RATIONALE AND OBJECTIVES

To assess the predictive value of MRI-based radiomics of periprostatic fat (PPF) and tumor lesions for predicting Gleason score (GS) upgrading from biopsy to radical prostatectomy (RP) in prostate cancer (PCa).

METHODS

A total of 314 patients with pathologically confirmed prostate cancer (PCa) after radical prostatectomy (RP) were included in the study. The patients were randomly assigned to the training cohort (n = 157) and the validating cohort (n = 157) in a 1:1 ratio. All had pre-surgery MRI followed by transrectal ultrasound-guided prostate biopsy. Radiological features were extracted from T2-weighted imaging (T2WI) and apparent diffusion coefficient (ADC) sequences for PPF and tumors. Univariate and multivariate logistic regression identified independent clinical risk factors, and a combined model was established by integrating radiomic features of PPF and PCa. Model performance was assessed using receiver operating characteristic (ROC) curves, calibration, and decision curve analysis.

RESULTS

The combined model, incorporating radiomic features of PPF, PCa, and clinical data, predicted GS upgrading from biopsy to RP excellently (AUC=0.925, 95%CI0.872-0.979) in the training cohort.

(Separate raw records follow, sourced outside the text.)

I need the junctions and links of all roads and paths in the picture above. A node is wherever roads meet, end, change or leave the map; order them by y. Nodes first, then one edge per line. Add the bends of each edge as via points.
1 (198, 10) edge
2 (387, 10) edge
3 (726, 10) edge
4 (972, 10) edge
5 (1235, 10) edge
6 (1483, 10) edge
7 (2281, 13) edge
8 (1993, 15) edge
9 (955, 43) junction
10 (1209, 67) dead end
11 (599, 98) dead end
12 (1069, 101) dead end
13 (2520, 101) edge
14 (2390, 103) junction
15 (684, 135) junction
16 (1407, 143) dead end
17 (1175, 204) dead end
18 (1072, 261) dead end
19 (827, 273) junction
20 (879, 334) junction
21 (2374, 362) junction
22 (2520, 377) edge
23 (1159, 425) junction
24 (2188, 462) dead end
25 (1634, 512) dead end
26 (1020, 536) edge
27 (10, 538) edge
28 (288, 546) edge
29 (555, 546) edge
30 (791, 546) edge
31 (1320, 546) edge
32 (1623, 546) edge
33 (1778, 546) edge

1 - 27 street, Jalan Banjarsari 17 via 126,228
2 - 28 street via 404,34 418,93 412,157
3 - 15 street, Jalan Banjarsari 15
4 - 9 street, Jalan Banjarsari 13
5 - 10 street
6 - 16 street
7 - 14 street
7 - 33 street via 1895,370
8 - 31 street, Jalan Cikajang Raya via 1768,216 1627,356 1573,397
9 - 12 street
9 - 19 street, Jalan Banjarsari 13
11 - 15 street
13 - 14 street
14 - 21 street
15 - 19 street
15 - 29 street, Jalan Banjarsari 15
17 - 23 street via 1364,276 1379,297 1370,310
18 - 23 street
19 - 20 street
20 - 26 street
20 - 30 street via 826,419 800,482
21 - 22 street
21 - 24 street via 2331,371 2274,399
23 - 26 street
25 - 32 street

The Hosmer-Lemeshow test confirmed model fit (χ = 9.316, P = 0.316). The nomogram was validated in the validating cohort; it showed good accuracy (AUC= 0.937, 95% CI, 0.891-0.983) and was well calibrated (χ = 12.871, P = 0.116). Decision curve analysis indicated good clinical utility of the radiomic nomogram.

CONCLUSION

The combined model incorporating PPF, PCa, and clinical data showed excellent performance in predicting GS upgrading from biopsy to RP in PCa patients. This offers a novel and reliable noninvasive tool for GS upgrading risk stratification.